[Opening Input data section]
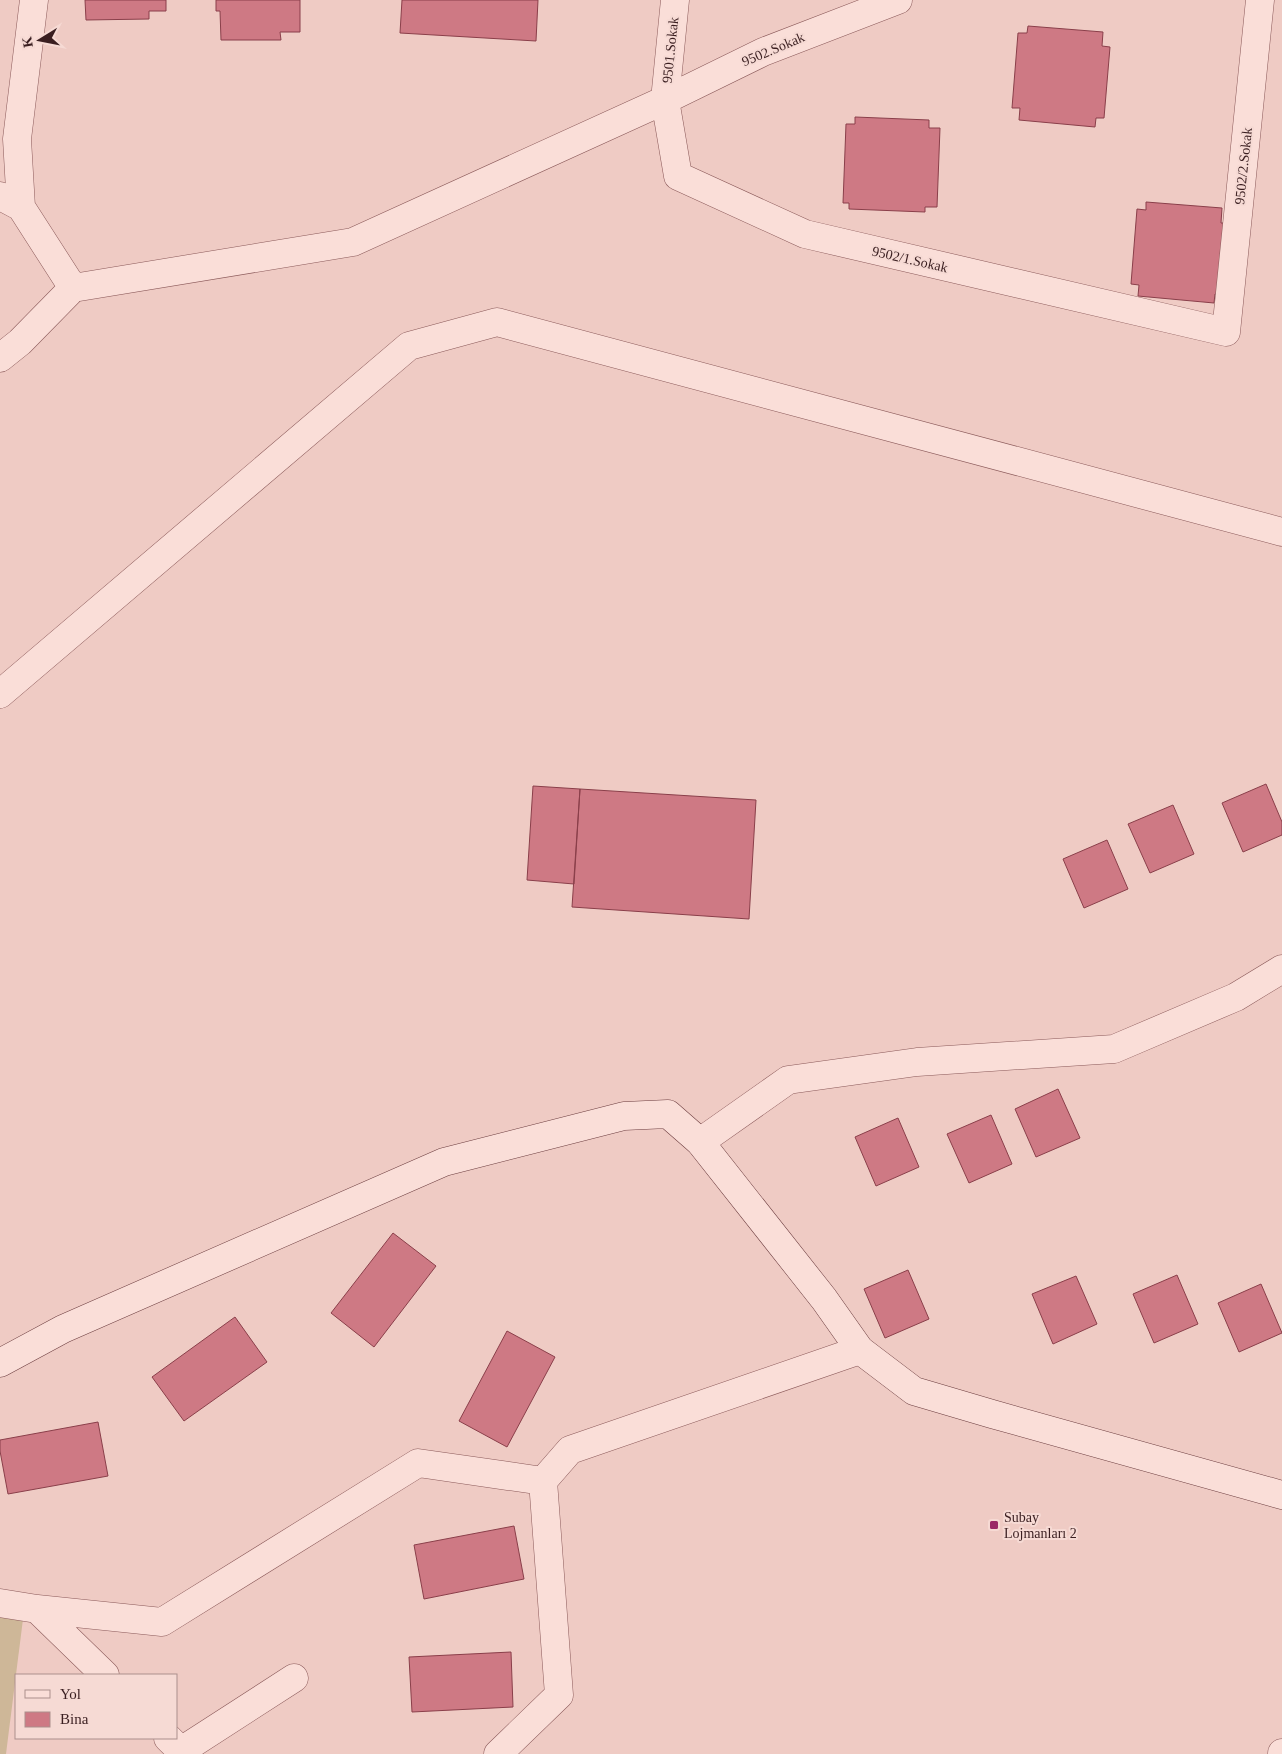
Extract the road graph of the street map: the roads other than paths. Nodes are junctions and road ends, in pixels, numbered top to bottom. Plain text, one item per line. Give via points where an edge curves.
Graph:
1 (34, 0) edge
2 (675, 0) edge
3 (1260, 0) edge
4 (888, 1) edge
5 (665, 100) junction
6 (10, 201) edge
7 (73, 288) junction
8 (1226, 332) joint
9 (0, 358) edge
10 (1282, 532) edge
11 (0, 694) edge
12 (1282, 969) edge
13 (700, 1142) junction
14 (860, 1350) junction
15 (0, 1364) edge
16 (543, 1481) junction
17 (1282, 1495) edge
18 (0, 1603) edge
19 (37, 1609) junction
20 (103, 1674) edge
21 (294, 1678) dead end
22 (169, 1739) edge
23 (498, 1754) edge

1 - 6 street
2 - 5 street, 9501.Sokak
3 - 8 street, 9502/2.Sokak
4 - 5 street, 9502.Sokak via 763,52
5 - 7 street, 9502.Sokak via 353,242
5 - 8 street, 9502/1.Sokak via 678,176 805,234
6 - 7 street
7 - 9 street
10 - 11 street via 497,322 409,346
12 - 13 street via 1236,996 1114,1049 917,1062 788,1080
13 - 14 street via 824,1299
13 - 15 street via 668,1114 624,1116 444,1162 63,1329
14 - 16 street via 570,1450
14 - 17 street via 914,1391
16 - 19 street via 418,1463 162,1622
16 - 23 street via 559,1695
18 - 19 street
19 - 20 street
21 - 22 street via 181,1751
[Closing Input data section]
[Opening Input data section]
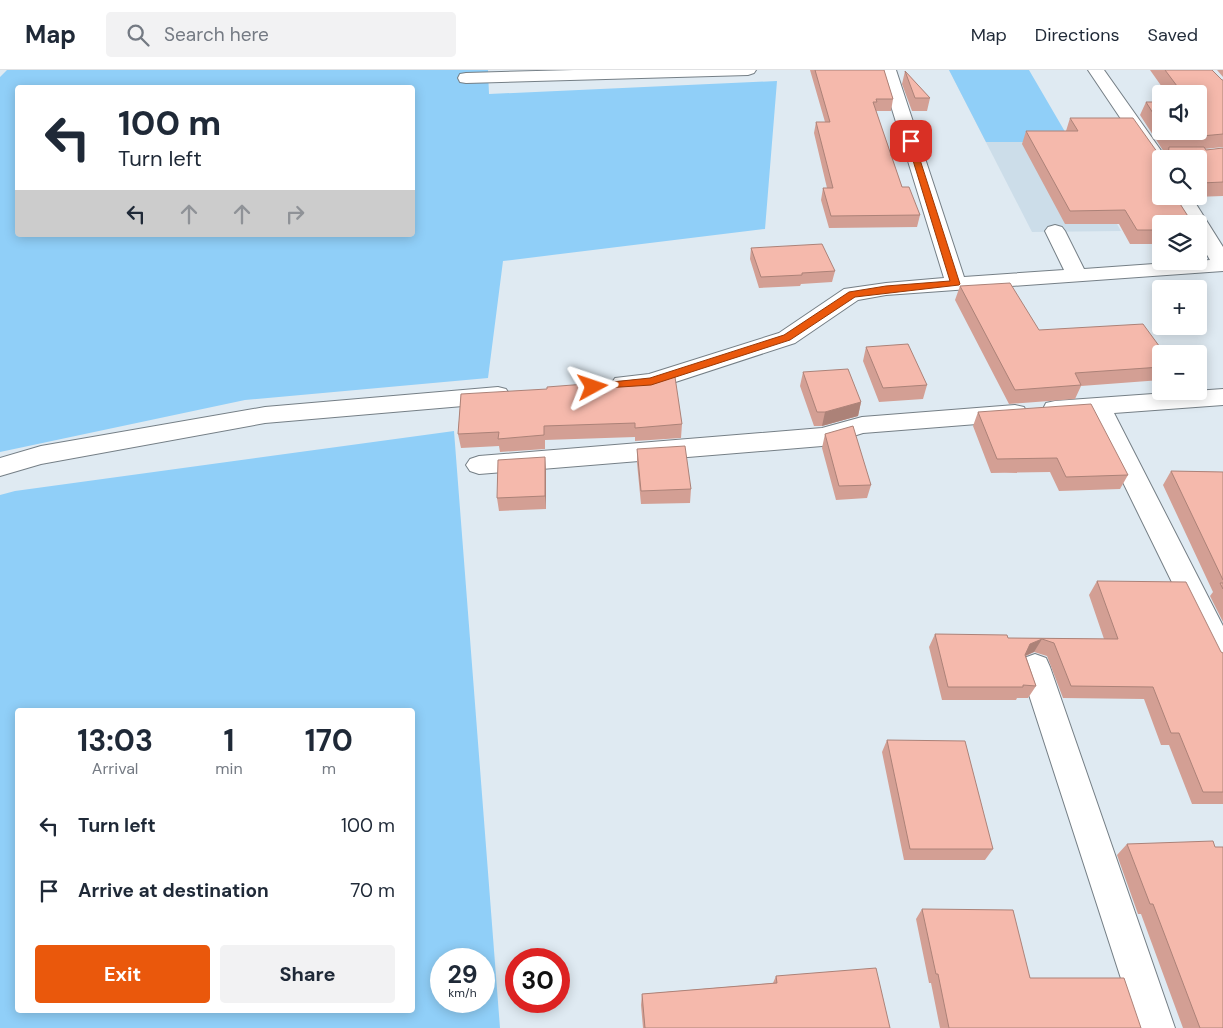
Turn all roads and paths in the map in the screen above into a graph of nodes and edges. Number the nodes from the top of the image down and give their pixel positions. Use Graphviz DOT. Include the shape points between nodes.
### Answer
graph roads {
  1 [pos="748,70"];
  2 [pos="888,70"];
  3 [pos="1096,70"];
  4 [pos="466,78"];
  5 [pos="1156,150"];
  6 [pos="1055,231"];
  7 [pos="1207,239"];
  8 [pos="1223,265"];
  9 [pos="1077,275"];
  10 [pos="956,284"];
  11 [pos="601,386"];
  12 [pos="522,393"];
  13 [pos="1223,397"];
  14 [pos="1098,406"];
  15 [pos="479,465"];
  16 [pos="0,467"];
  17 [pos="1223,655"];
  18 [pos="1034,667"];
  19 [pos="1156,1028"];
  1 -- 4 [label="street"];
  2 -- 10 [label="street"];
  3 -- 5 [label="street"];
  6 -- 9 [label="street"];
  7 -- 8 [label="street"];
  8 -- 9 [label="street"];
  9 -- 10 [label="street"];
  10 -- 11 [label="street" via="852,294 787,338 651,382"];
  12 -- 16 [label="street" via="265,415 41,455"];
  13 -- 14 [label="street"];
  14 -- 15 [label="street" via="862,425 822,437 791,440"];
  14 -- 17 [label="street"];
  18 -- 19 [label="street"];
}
[Closing Input data section]
To do:
Each line above that has the word "paths" should be copied.

Expected answer:
Extract the road graph of the street map: the roads other than paths. Nodes are junctions and road ends, in pixels, numbered top to bottom. Plain text, one item per line. Give via points where an edge curves.
Turn all roads and paths in the map in the screen above into a graph of nodes and edges. Number the nodes from the top of the image down and give their pixel positions. Use Graphviz DOT. Include the shape points between nodes.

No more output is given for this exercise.